There was also our move to Taiwan where my mental health suffered. A relocation followed in the summer of 2018 to Eugene, Oregon, but Eugene didn’t make me happy either. It was, and still is, an overwhelmingly white community. From the beginning of our move, it felt culturally and socially out of touch with what I was used to from a larger and more diverse city. In Eugene, people seemed to wear their politics on their sleeves while remaining intolerant of others. I would hear explicitly racist and anti-Semitic comments at my job and out in the community. So, when I’d see a “Free Palestine” bumper sticker I’d roll my eyes thinking it was either virtue signaling or veiled antisemitism.
So after my wife and I got married in the summer of 2019, I decided to apply to graduate school, hoping it would give me the excuse to do more writing and move me away from Eugene for a more “open-minded” environment. This didn’t mean I wasn’t also struggling with my own prejudices, though. During grad school applications I complained that my application would be overlooked for less-talented but more “diverse” applicants. My wife quickly called out my prejudice and we continued to have difficult conversations with one another, friends, and family about how to transcend these harmful ways of thinking. When an acceptance letter came in the spring of 2020, the challenges of COVID-19 and my self-criticisms told me it wasn’t the appropriate time for me to share a classroom with those I’d privately disparaged only a short time ago.

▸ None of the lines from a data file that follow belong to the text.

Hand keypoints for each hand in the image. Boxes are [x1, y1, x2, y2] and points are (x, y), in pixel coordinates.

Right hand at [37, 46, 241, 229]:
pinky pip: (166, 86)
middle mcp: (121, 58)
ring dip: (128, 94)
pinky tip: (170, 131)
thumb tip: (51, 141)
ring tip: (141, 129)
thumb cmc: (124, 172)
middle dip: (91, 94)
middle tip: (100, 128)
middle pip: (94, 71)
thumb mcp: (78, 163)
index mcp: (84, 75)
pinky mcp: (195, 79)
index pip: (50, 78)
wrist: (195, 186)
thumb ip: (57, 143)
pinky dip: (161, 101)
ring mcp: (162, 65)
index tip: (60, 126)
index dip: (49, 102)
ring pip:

This left me feeling stuck in Eugene and at a job that was becoming increasingly toxic during the pandemic. Then at the end of May, I found myself again in the company of trendy tattooed activists—some with patches or t-shirts expressing solidarity with Palestine. They marched, chanted and yelled for solutions to racial, social and economic inequality. And while I had my doubts about these people, I too was fed up with these same issues. But this time I didn’t want to leave the work almost as soon as I had begun.
The past year has seen my wife continuing to support and challenge me as I stumble through this work and education, which has included: engaging in local issues and politics, providing direct aid to unhoused neighbors, witnessing potentially criminal police violence, and my arrest at a Black Lives Matter protest.

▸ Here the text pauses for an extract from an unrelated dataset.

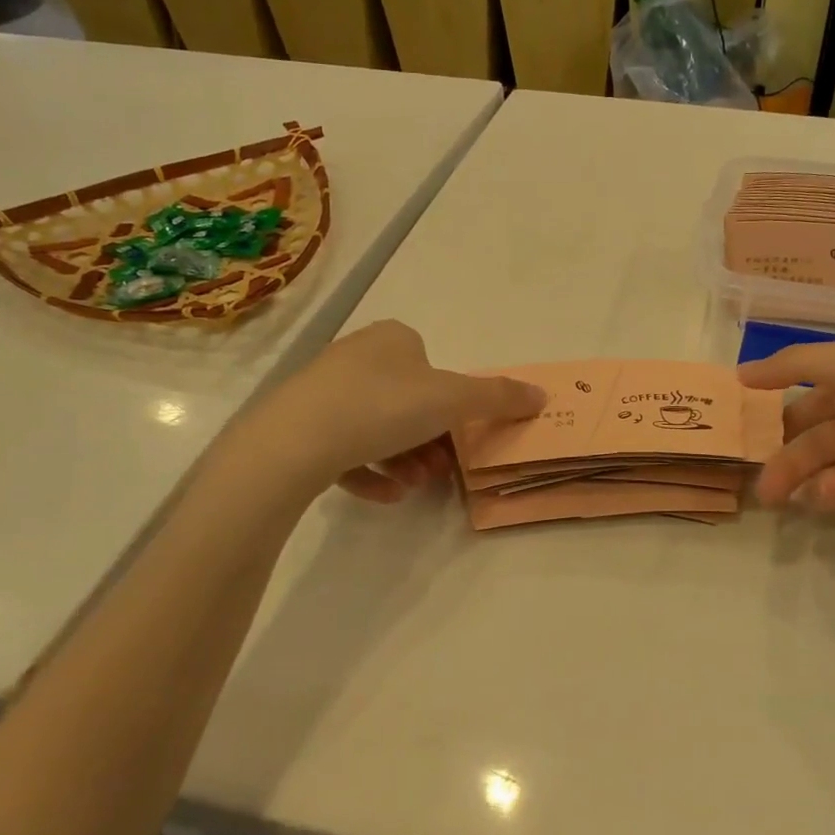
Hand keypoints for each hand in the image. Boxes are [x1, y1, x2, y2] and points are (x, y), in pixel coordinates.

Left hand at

In regards to the Israeli-Palestinian conflict, this has meant interrogating if the “accidental” harassment against my uncle in Israel would have been warranted had he in fact been Arab or Palestinian? It’s meant analogizing the fake Bedouin experience on Birthright to visiting a phony Native village on a pro-America tour, and drawing parallels between the historically imbalanced violence against communities of color in the United States and that of Palestinians living inside and outside Israel’s borders. I’ve also come to learn about my own ignorance of my fraternity’s unwavering pro-Israel history and ties to white supremacy.
More tragically, it’s meant understanding that as a Jewish child, I was taught to doubt Palestinian victimhood. As a white male, these sentiments bled into other white and male-centric ideas about racial and sexual aggressions—seeing Black victims as “dramatic” or women as “overacting.”

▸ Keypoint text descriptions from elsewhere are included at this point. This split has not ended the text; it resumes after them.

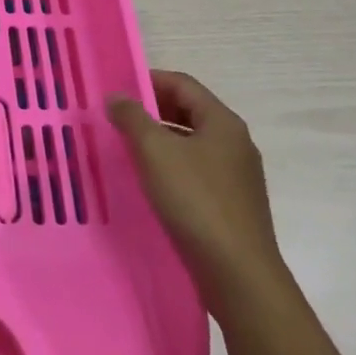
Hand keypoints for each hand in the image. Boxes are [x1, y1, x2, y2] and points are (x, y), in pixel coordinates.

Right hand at [107, 70, 282, 289]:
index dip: (149, 80)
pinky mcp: (233, 204)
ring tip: (127, 150)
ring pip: (192, 143)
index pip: (183, 84)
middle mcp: (235, 143)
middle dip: (152, 111)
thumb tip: (117, 96)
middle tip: (117, 118)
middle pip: (189, 112)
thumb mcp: (155, 153)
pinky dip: (172, 167)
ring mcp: (237, 175)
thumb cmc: (196, 201)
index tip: (117, 90)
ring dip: (160, 140)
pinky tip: (151, 184)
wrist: (238, 274)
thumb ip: (132, 118)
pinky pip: (197, 171)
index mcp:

Viewed on a broader scale, the last year has allowed me to own, apologize, and grow from these mistakes and the misguided lessons of my past. I know I will continue to make mistakes as I work with and alongside different peoples trying to bring about a more just society. Still, I embrace this work with a stronger Jewish identity than I feel I have possessed before, one that places my Jewish identity in conjunction with other historically persecuted peoples, including the Palestinian struggle for self-determination.